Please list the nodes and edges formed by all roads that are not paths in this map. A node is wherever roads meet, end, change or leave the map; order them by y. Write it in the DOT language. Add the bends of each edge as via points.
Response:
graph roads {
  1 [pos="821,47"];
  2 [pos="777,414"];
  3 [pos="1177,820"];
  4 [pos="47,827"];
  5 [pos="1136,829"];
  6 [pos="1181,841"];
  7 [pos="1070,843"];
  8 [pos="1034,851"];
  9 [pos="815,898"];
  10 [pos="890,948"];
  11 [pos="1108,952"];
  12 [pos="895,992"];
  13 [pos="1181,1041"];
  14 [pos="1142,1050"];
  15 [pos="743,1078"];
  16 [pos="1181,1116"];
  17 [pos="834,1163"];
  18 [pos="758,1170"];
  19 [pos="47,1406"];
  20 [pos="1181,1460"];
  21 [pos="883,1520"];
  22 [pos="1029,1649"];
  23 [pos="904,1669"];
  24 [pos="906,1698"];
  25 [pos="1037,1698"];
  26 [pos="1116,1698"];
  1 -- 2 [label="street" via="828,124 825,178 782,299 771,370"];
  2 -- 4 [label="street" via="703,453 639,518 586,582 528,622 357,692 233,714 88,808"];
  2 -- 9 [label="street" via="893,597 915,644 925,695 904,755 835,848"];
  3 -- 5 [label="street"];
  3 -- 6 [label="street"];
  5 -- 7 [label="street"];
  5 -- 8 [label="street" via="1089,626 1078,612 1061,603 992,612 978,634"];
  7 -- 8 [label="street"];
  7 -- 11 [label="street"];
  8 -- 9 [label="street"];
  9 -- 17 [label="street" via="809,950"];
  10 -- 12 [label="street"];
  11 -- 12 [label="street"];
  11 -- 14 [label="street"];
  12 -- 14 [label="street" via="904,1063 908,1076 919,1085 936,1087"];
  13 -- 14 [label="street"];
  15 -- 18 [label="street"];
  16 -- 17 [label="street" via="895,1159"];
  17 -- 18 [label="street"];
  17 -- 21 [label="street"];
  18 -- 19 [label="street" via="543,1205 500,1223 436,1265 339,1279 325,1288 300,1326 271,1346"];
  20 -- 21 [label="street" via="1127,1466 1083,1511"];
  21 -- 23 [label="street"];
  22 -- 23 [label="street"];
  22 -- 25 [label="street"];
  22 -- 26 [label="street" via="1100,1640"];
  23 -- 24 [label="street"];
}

YOUR TASK – Your answer must contain every line of the records, exactly.

RESULT OF THE TASK –
Please list the nodes and edges formed by all roads that are not paths in this map. A node is wherever roads meet, end, change or leave the map; order them by y. Write it in the DOT language. Add the bends of each edge as via points.
Response:
graph roads {
  1 [pos="821,47"];
  2 [pos="777,414"];
  3 [pos="1177,820"];
  4 [pos="47,827"];
  5 [pos="1136,829"];
  6 [pos="1181,841"];
  7 [pos="1070,843"];
  8 [pos="1034,851"];
  9 [pos="815,898"];
  10 [pos="890,948"];
  11 [pos="1108,952"];
  12 [pos="895,992"];
  13 [pos="1181,1041"];
  14 [pos="1142,1050"];
  15 [pos="743,1078"];
  16 [pos="1181,1116"];
  17 [pos="834,1163"];
  18 [pos="758,1170"];
  19 [pos="47,1406"];
  20 [pos="1181,1460"];
  21 [pos="883,1520"];
  22 [pos="1029,1649"];
  23 [pos="904,1669"];
  24 [pos="906,1698"];
  25 [pos="1037,1698"];
  26 [pos="1116,1698"];
  1 -- 2 [label="street" via="828,124 825,178 782,299 771,370"];
  2 -- 4 [label="street" via="703,453 639,518 586,582 528,622 357,692 233,714 88,808"];
  2 -- 9 [label="street" via="893,597 915,644 925,695 904,755 835,848"];
  3 -- 5 [label="street"];
  3 -- 6 [label="street"];
  5 -- 7 [label="street"];
  5 -- 8 [label="street" via="1089,626 1078,612 1061,603 992,612 978,634"];
  7 -- 8 [label="street"];
  7 -- 11 [label="street"];
  8 -- 9 [label="street"];
  9 -- 17 [label="street" via="809,950"];
  10 -- 12 [label="street"];
  11 -- 12 [label="street"];
  11 -- 14 [label="street"];
  12 -- 14 [label="street" via="904,1063 908,1076 919,1085 936,1087"];
  13 -- 14 [label="street"];
  15 -- 18 [label="street"];
  16 -- 17 [label="street" via="895,1159"];
  17 -- 18 [label="street"];
  17 -- 21 [label="street"];
  18 -- 19 [label="street" via="543,1205 500,1223 436,1265 339,1279 325,1288 300,1326 271,1346"];
  20 -- 21 [label="street" via="1127,1466 1083,1511"];
  21 -- 23 [label="street"];
  22 -- 23 [label="street"];
  22 -- 25 [label="street"];
  22 -- 26 [label="street" via="1100,1640"];
  23 -- 24 [label="street"];
}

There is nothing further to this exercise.